The main document used to assess Rodrigo Sutiq Callapiña is called the Callapiña Document, which he gave to the Spanish to prove his noble lineage. The document mostly details testimony that was given in Cuzco in 1569. The original Callapiña document was later used by Rodrigo’s two grandsons, who also petitioned for noble status and had a copy of their grandfather's investigation as the main evidence for their petition. Callapiña had a total of eight witnesses testify to affirm his lineage. The witnesses ranged from 85 to 132 years old, and were already recognized as descendants of the Inka nobility in Cuzco.

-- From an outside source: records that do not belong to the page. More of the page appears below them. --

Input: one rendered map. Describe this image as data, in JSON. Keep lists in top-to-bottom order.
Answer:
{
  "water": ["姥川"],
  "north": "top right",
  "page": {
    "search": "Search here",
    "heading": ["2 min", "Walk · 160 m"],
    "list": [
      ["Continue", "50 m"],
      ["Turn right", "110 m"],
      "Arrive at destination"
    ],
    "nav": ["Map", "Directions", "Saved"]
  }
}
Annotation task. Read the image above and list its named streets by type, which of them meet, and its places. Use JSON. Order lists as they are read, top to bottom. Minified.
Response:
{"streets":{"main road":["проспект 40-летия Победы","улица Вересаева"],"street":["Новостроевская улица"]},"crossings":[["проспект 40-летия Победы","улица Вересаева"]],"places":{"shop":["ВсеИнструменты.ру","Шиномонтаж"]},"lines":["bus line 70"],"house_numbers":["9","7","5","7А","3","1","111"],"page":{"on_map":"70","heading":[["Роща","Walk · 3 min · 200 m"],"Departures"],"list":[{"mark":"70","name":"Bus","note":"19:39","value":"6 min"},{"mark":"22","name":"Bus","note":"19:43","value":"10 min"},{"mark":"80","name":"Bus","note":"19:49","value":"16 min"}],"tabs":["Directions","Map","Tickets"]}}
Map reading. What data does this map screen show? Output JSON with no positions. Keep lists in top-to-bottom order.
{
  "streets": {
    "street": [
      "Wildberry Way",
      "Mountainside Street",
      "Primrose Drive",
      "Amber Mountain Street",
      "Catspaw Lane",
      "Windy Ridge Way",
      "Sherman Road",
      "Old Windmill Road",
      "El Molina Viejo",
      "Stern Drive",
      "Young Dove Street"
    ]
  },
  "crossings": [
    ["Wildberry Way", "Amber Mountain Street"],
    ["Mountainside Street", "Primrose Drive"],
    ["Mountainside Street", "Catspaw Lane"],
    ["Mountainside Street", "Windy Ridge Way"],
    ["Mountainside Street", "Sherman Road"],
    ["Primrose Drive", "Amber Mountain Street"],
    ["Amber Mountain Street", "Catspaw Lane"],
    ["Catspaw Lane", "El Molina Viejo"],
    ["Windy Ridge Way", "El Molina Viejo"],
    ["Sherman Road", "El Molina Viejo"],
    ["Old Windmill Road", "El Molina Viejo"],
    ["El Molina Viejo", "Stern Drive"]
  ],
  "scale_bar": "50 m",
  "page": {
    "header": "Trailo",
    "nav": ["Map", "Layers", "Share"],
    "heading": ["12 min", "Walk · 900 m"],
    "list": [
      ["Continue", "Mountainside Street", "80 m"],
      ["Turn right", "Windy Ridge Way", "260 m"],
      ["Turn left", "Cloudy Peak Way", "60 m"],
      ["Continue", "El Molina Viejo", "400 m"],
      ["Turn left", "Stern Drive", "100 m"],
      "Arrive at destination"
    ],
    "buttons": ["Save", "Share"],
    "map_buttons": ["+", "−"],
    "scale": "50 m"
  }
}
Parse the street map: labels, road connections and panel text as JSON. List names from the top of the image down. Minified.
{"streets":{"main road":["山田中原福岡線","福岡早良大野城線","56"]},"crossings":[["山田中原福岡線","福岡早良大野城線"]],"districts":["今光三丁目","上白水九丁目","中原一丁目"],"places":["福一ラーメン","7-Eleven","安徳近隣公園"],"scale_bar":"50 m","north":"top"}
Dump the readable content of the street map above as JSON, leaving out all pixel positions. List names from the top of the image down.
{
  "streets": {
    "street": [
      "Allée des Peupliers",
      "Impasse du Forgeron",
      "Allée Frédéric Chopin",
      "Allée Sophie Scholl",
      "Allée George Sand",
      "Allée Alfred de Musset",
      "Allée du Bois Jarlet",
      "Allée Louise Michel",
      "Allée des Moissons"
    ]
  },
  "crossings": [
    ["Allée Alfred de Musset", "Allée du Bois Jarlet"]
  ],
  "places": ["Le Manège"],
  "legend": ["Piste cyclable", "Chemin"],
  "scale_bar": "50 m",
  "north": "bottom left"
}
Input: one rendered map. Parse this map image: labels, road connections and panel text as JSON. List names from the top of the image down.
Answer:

The Callapiña Document is a document that reveals the connections between elite families in Cuzco and the sixteenth-century “reconstructions” of the mytho-historical tradition of the origin of Manqo Qhapaq. Rodrigo combined, in his ancestral claim (from his paternal ancestors), descent from both Tampu T’oqo and Sutiq T’oqo. Tampu T’oqo connected him to the Inka nobility in Cuzco, and Sutiq T’oqo linked him with an ayllu of the Maskas, a division of the Tambos ethnic group from the Pacarigtambo area. When trying to deconstruct the methodology used to claim nobility, it seems that the Inka origin myth was being manipulated among high-class individuals in Cuzco wishing to exploit the benefits that came with being represented by the Spanish colonial administrative system.

== Andean peoples and the Spanish administration ==
Rodrigo is an example of the way Andean people tactfully manipulated their traditional histories to take action through colonial procedures. By doing this, they were able to slightly shape the administrative system that was being forced upon them. This example runs counter to the myth that Andean natives being colonized were simply overtaken by the system. Rodrigo Callapiña instead demonstrates that Andean natives sought to weave themselves into the fabric of the newly imposed administration by finding and exploiting loopholes, and also creatively manipulating their own histories to better their own social standing.